To do >> Return each line below exactly as it reads, and omit any image in it.

═══ Data

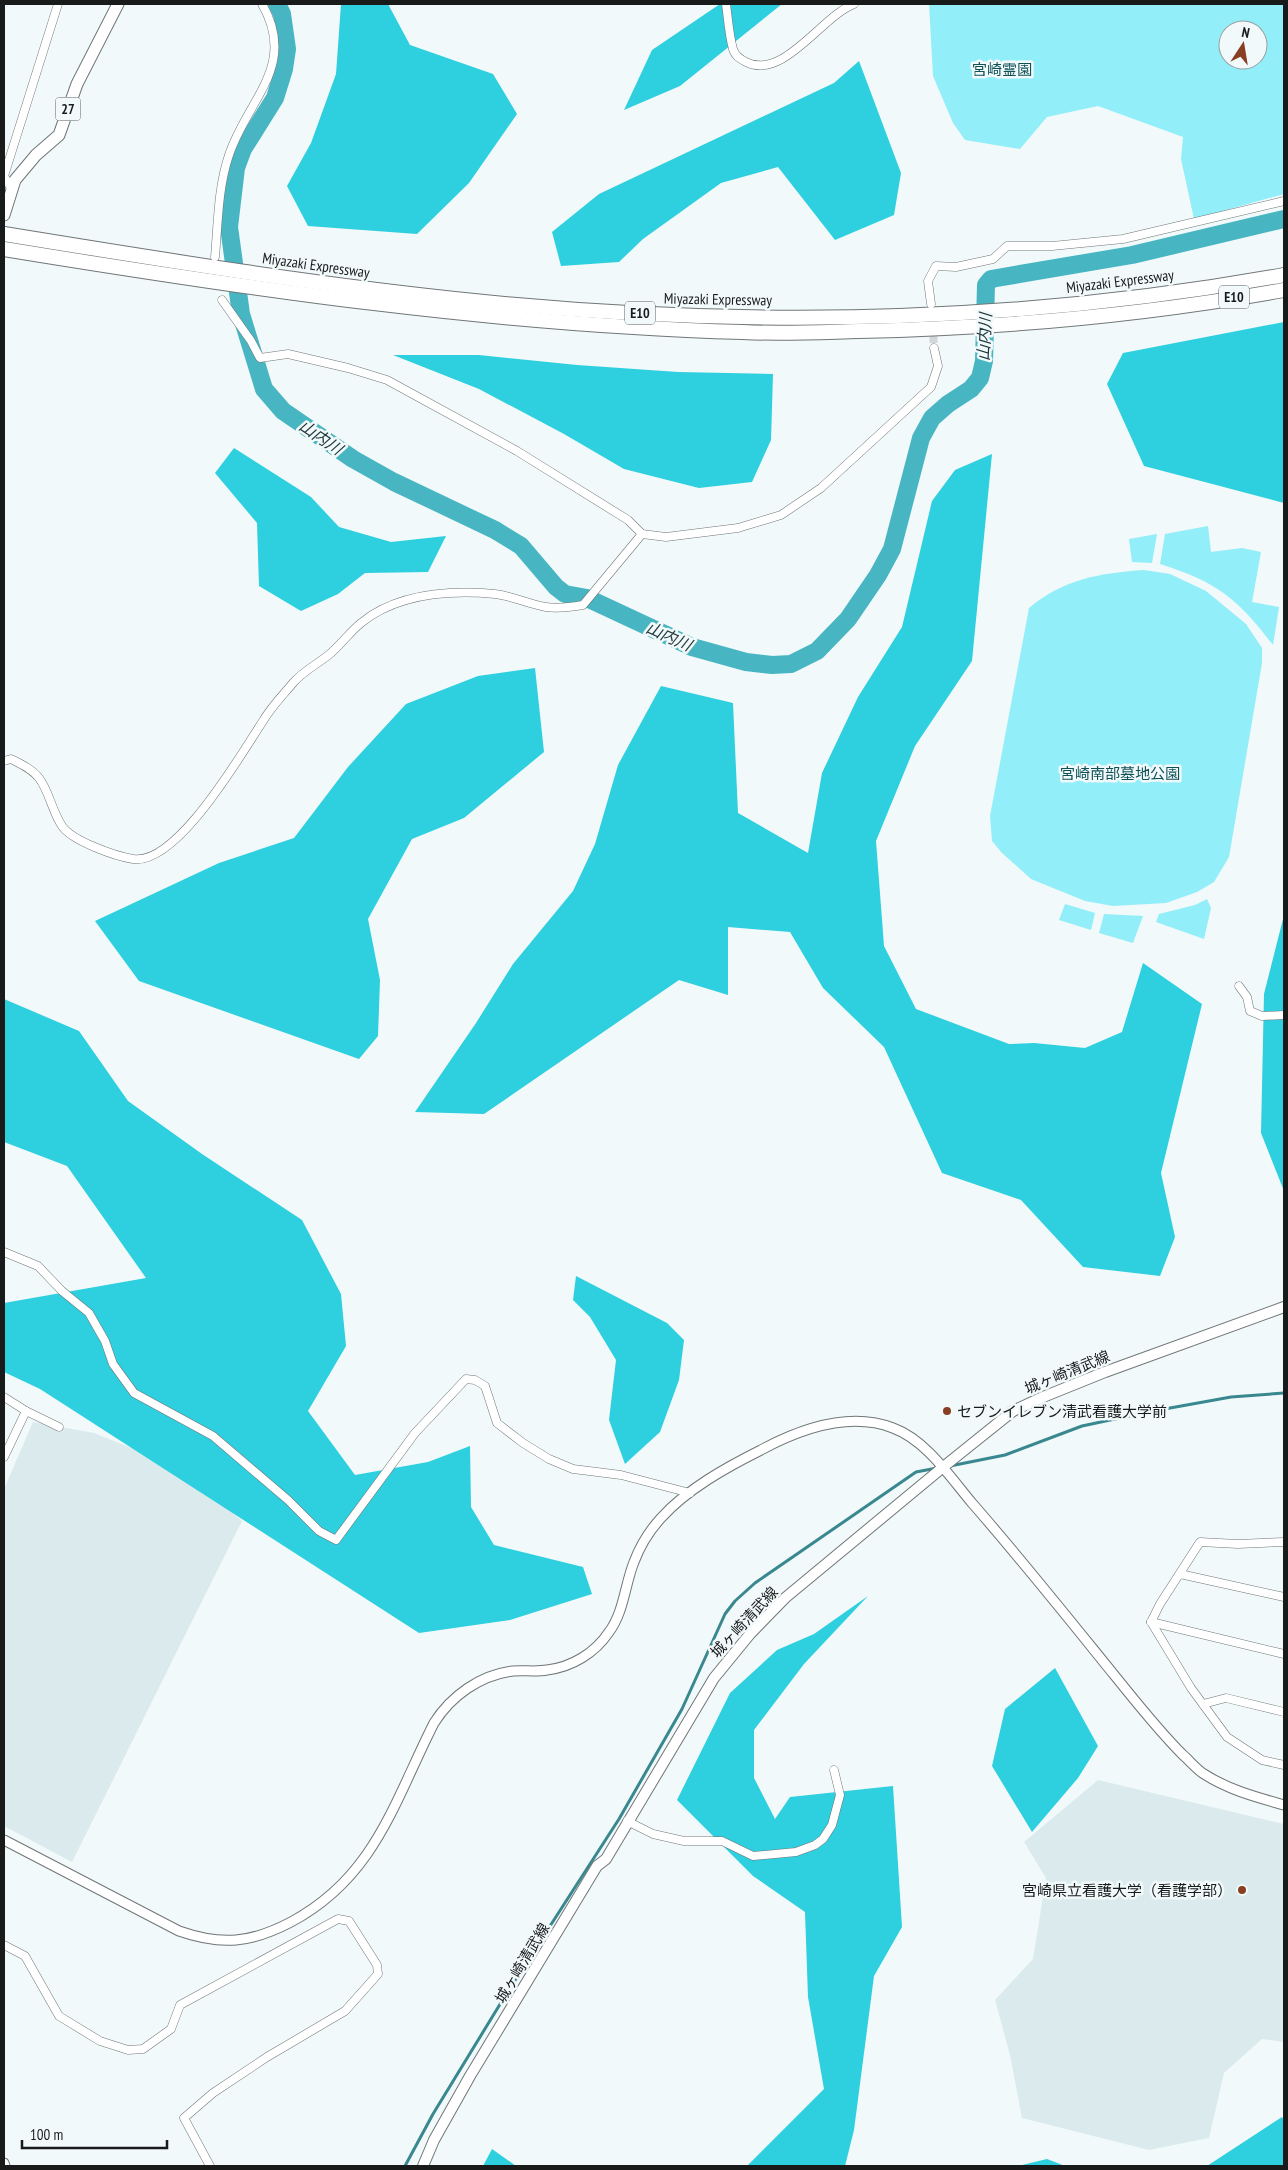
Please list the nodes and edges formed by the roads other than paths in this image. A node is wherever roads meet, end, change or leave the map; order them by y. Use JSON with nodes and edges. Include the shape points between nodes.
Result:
{"nodes":[{"id":1,"x":58,"y":4,"type":"edge"},
{"id":2,"x":118,"y":4,"type":"edge"},
{"id":3,"x":262,"y":4,"type":"edge"},
{"id":4,"x":726,"y":4,"type":"edge"},
{"id":5,"x":854,"y":4,"type":"edge"},
{"id":6,"x":7,"y":200,"type":"edge"},
{"id":7,"x":1284,"y":201,"type":"edge"},
{"id":8,"x":4,"y":227,"type":"edge"},
{"id":9,"x":4,"y":234,"type":"edge"},
{"id":10,"x":87,"y":248,"type":"junction"},
{"id":11,"x":4,"y":249,"type":"edge"},
{"id":12,"x":215,"y":257,"type":"dead end"},
{"id":13,"x":1282,"y":275,"type":"edge"},
{"id":14,"x":1284,"y":290,"type":"edge"},
{"id":15,"x":1284,"y":299,"type":"edge"},
{"id":16,"x":222,"y":300,"type":"dead end"},
{"id":17,"x":931,"y":304,"type":"tunnel mouth"},
{"id":18,"x":1184,"y":305,"type":"junction"},
{"id":19,"x":934,"y":348,"type":"tunnel mouth"},
{"id":20,"x":642,"y":534,"type":"junction"},
{"id":21,"x":4,"y":761,"type":"edge"},
{"id":22,"x":1239,"y":986,"type":"dead end"},
{"id":23,"x":1284,"y":1015,"type":"edge"},
{"id":24,"x":4,"y":1252,"type":"edge"},
{"id":25,"x":1284,"y":1307,"type":"edge"},
{"id":26,"x":4,"y":1397,"type":"edge"},
{"id":27,"x":26,"y":1411,"type":"junction"},
{"id":28,"x":59,"y":1427,"type":"dead end"},
{"id":29,"x":4,"y":1457,"type":"edge"},
{"id":30,"x":946,"y":1464,"type":"junction"},
{"id":31,"x":690,"y":1493,"type":"junction"},
{"id":32,"x":1284,"y":1542,"type":"edge"},
{"id":33,"x":1180,"y":1574,"type":"junction"},
{"id":34,"x":1284,"y":1597,"type":"edge"},
{"id":35,"x":1151,"y":1622,"type":"junction"},
{"id":36,"x":1284,"y":1654,"type":"edge"},
{"id":37,"x":1203,"y":1704,"type":"junction"},
{"id":38,"x":1284,"y":1712,"type":"edge"},
{"id":39,"x":1284,"y":1765,"type":"edge"},
{"id":40,"x":834,"y":1770,"type":"dead end"},
{"id":41,"x":1284,"y":1805,"type":"edge"},
{"id":42,"x":627,"y":1822,"type":"junction"},
{"id":43,"x":4,"y":1840,"type":"edge"},
{"id":44,"x":4,"y":1945,"type":"edge"},
{"id":45,"x":210,"y":2166,"type":"edge"},
{"id":46,"x":423,"y":2166,"type":"edge"}],
"edges":[{"from":1,"to":6,"type":"street","via":[[4,176]]},
{"from":2,"to":6,"type":"main road","number":"27","via":[[78,84],[59,135],[23,169]]},
{"from":3,"to":12,"type":"street","via":[[273,28],[274,59],[267,81],[228,156],[220,196]]},
{"from":4,"to":5,"type":"street","via":[[738,57],[754,66],[764,67],[796,51],[844,8]]},
{"from":7,"to":17,"type":"street","via":[[1123,239],[1052,246],[1007,246],[993,259],[936,266],[928,281]]},
{"from":8,"to":10,"type":"highway","via":[[56,236]]},
{"from":9,"to":10,"type":"highway","name":"Miyazaki Expressway","number":"E10"},
{"from":10,"to":13,"type":"highway","name":"Miyazaki Expressway","number":"E10","via":[[368,289],[485,302],[682,316],[816,318],[1010,310]]},
{"from":11,"to":18,"type":"highway","name":"Miyazaki Expressway","number":"E10","via":[[271,291],[431,311],[584,325],[688,330],[903,330],[1028,322]]},
{"from":14,"to":18,"type":"highway","name":"Miyazaki Expressway","number":"E10"},
{"from":15,"to":18,"type":"highway"},
{"from":16,"to":20,"type":"street","via":[[260,358],[288,354],[387,380],[526,456],[628,520]]},
{"from":19,"to":20,"type":"street","via":[[938,366],[931,387],[821,488],[781,515],[738,528],[666,538]]},
{"from":20,"to":21,"type":"street","via":[[583,606],[556,608],[506,596],[458,593],[412,598],[377,612],[295,681],[264,719],[226,780],[208,802],[168,845],[148,858],[122,857],[76,837],[63,827],[39,778],[11,759]]},
{"from":22,"to":23,"type":"street","via":[[1250,1011],[1262,1016]]},
{"from":24,"to":31,"type":"street","via":[[38,1266],[62,1292],[89,1313],[113,1364],[134,1393],[213,1436],[319,1531],[336,1540],[415,1433],[466,1380],[475,1380],[484,1386],[497,1423],[549,1459],[573,1469],[621,1475]]},
{"from":25,"to":30,"type":"main road","name":"城ヶ崎清武線","via":[[1042,1397],[1013,1411]]},
{"from":26,"to":27,"type":"street"},
{"from":27,"to":28,"type":"street"},
{"from":27,"to":29,"type":"street"},
{"from":30,"to":31,"type":"street","via":[[895,1428],[874,1423],[834,1423],[809,1428],[779,1440]]},
{"from":30,"to":41,"type":"street","via":[[1161,1733],[1202,1773],[1232,1790]]},
{"from":30,"to":42,"type":"main road","name":"城ヶ崎清武線","via":[[785,1598],[750,1634],[714,1678]]},
{"from":31,"to":43,"type":"street","via":[[650,1532],[634,1562],[617,1618],[609,1633],[578,1661],[549,1670],[497,1674],[465,1689],[442,1710],[434,1723],[382,1830],[357,1870],[324,1903],[284,1926],[246,1940],[194,1936]]},
{"from":32,"to":33,"type":"street","via":[[1200,1542]]},
{"from":33,"to":34,"type":"street"},
{"from":33,"to":35,"type":"street"},
{"from":35,"to":36,"type":"street"},
{"from":35,"to":37,"type":"street"},
{"from":37,"to":38,"type":"street","via":[[1226,1698]]},
{"from":37,"to":39,"type":"street","via":[[1227,1737],[1262,1760]]},
{"from":40,"to":42,"type":"street","via":[[840,1795],[828,1834],[815,1845],[796,1852],[753,1856],[722,1841],[684,1841],[653,1834]]},
{"from":42,"to":46,"type":"main road","name":"城ヶ崎清武線","via":[[470,2076]]},
{"from":44,"to":45,"type":"street","via":[[25,1956],[59,2016],[100,2040],[128,2050],[143,2049],[171,2029],[180,2005],[338,1919],[349,1921],[378,1974],[345,2011],[266,2056],[184,2118]]}]}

══════

Response to the task >>
Please list the nodes and edges formed by the roads other than paths in this image. A node is wherever roads meet, end, change or leave the map; order them by y. Use JSON with nodes and edges. Include the shape points between nodes.
Result:
{"nodes":[{"id":1,"x":58,"y":4,"type":"edge"},
{"id":2,"x":118,"y":4,"type":"edge"},
{"id":3,"x":262,"y":4,"type":"edge"},
{"id":4,"x":726,"y":4,"type":"edge"},
{"id":5,"x":854,"y":4,"type":"edge"},
{"id":6,"x":7,"y":200,"type":"edge"},
{"id":7,"x":1284,"y":201,"type":"edge"},
{"id":8,"x":4,"y":227,"type":"edge"},
{"id":9,"x":4,"y":234,"type":"edge"},
{"id":10,"x":87,"y":248,"type":"junction"},
{"id":11,"x":4,"y":249,"type":"edge"},
{"id":12,"x":215,"y":257,"type":"dead end"},
{"id":13,"x":1282,"y":275,"type":"edge"},
{"id":14,"x":1284,"y":290,"type":"edge"},
{"id":15,"x":1284,"y":299,"type":"edge"},
{"id":16,"x":222,"y":300,"type":"dead end"},
{"id":17,"x":931,"y":304,"type":"tunnel mouth"},
{"id":18,"x":1184,"y":305,"type":"junction"},
{"id":19,"x":934,"y":348,"type":"tunnel mouth"},
{"id":20,"x":642,"y":534,"type":"junction"},
{"id":21,"x":4,"y":761,"type":"edge"},
{"id":22,"x":1239,"y":986,"type":"dead end"},
{"id":23,"x":1284,"y":1015,"type":"edge"},
{"id":24,"x":4,"y":1252,"type":"edge"},
{"id":25,"x":1284,"y":1307,"type":"edge"},
{"id":26,"x":4,"y":1397,"type":"edge"},
{"id":27,"x":26,"y":1411,"type":"junction"},
{"id":28,"x":59,"y":1427,"type":"dead end"},
{"id":29,"x":4,"y":1457,"type":"edge"},
{"id":30,"x":946,"y":1464,"type":"junction"},
{"id":31,"x":690,"y":1493,"type":"junction"},
{"id":32,"x":1284,"y":1542,"type":"edge"},
{"id":33,"x":1180,"y":1574,"type":"junction"},
{"id":34,"x":1284,"y":1597,"type":"edge"},
{"id":35,"x":1151,"y":1622,"type":"junction"},
{"id":36,"x":1284,"y":1654,"type":"edge"},
{"id":37,"x":1203,"y":1704,"type":"junction"},
{"id":38,"x":1284,"y":1712,"type":"edge"},
{"id":39,"x":1284,"y":1765,"type":"edge"},
{"id":40,"x":834,"y":1770,"type":"dead end"},
{"id":41,"x":1284,"y":1805,"type":"edge"},
{"id":42,"x":627,"y":1822,"type":"junction"},
{"id":43,"x":4,"y":1840,"type":"edge"},
{"id":44,"x":4,"y":1945,"type":"edge"},
{"id":45,"x":210,"y":2166,"type":"edge"},
{"id":46,"x":423,"y":2166,"type":"edge"}],
"edges":[{"from":1,"to":6,"type":"street","via":[[4,176]]},
{"from":2,"to":6,"type":"main road","number":"27","via":[[78,84],[59,135],[23,169]]},
{"from":3,"to":12,"type":"street","via":[[273,28],[274,59],[267,81],[228,156],[220,196]]},
{"from":4,"to":5,"type":"street","via":[[738,57],[754,66],[764,67],[796,51],[844,8]]},
{"from":7,"to":17,"type":"street","via":[[1123,239],[1052,246],[1007,246],[993,259],[936,266],[928,281]]},
{"from":8,"to":10,"type":"highway","via":[[56,236]]},
{"from":9,"to":10,"type":"highway","name":"Miyazaki Expressway","number":"E10"},
{"from":10,"to":13,"type":"highway","name":"Miyazaki Expressway","number":"E10","via":[[368,289],[485,302],[682,316],[816,318],[1010,310]]},
{"from":11,"to":18,"type":"highway","name":"Miyazaki Expressway","number":"E10","via":[[271,291],[431,311],[584,325],[688,330],[903,330],[1028,322]]},
{"from":14,"to":18,"type":"highway","name":"Miyazaki Expressway","number":"E10"},
{"from":15,"to":18,"type":"highway"},
{"from":16,"to":20,"type":"street","via":[[260,358],[288,354],[387,380],[526,456],[628,520]]},
{"from":19,"to":20,"type":"street","via":[[938,366],[931,387],[821,488],[781,515],[738,528],[666,538]]},
{"from":20,"to":21,"type":"street","via":[[583,606],[556,608],[506,596],[458,593],[412,598],[377,612],[295,681],[264,719],[226,780],[208,802],[168,845],[148,858],[122,857],[76,837],[63,827],[39,778],[11,759]]},
{"from":22,"to":23,"type":"street","via":[[1250,1011],[1262,1016]]},
{"from":24,"to":31,"type":"street","via":[[38,1266],[62,1292],[89,1313],[113,1364],[134,1393],[213,1436],[319,1531],[336,1540],[415,1433],[466,1380],[475,1380],[484,1386],[497,1423],[549,1459],[573,1469],[621,1475]]},
{"from":25,"to":30,"type":"main road","name":"城ヶ崎清武線","via":[[1042,1397],[1013,1411]]},
{"from":26,"to":27,"type":"street"},
{"from":27,"to":28,"type":"street"},
{"from":27,"to":29,"type":"street"},
{"from":30,"to":31,"type":"street","via":[[895,1428],[874,1423],[834,1423],[809,1428],[779,1440]]},
{"from":30,"to":41,"type":"street","via":[[1161,1733],[1202,1773],[1232,1790]]},
{"from":30,"to":42,"type":"main road","name":"城ヶ崎清武線","via":[[785,1598],[750,1634],[714,1678]]},
{"from":31,"to":43,"type":"street","via":[[650,1532],[634,1562],[617,1618],[609,1633],[578,1661],[549,1670],[497,1674],[465,1689],[442,1710],[434,1723],[382,1830],[357,1870],[324,1903],[284,1926],[246,1940],[194,1936]]},
{"from":32,"to":33,"type":"street","via":[[1200,1542]]},
{"from":33,"to":34,"type":"street"},
{"from":33,"to":35,"type":"street"},
{"from":35,"to":36,"type":"street"},
{"from":35,"to":37,"type":"street"},
{"from":37,"to":38,"type":"street","via":[[1226,1698]]},
{"from":37,"to":39,"type":"street","via":[[1227,1737],[1262,1760]]},
{"from":40,"to":42,"type":"street","via":[[840,1795],[828,1834],[815,1845],[796,1852],[753,1856],[722,1841],[684,1841],[653,1834]]},
{"from":42,"to":46,"type":"main road","name":"城ヶ崎清武線","via":[[470,2076]]},
{"from":44,"to":45,"type":"street","via":[[25,1956],[59,2016],[100,2040],[128,2050],[143,2049],[171,2029],[180,2005],[338,1919],[349,1921],[378,1974],[345,2011],[266,2056],[184,2118]]}]}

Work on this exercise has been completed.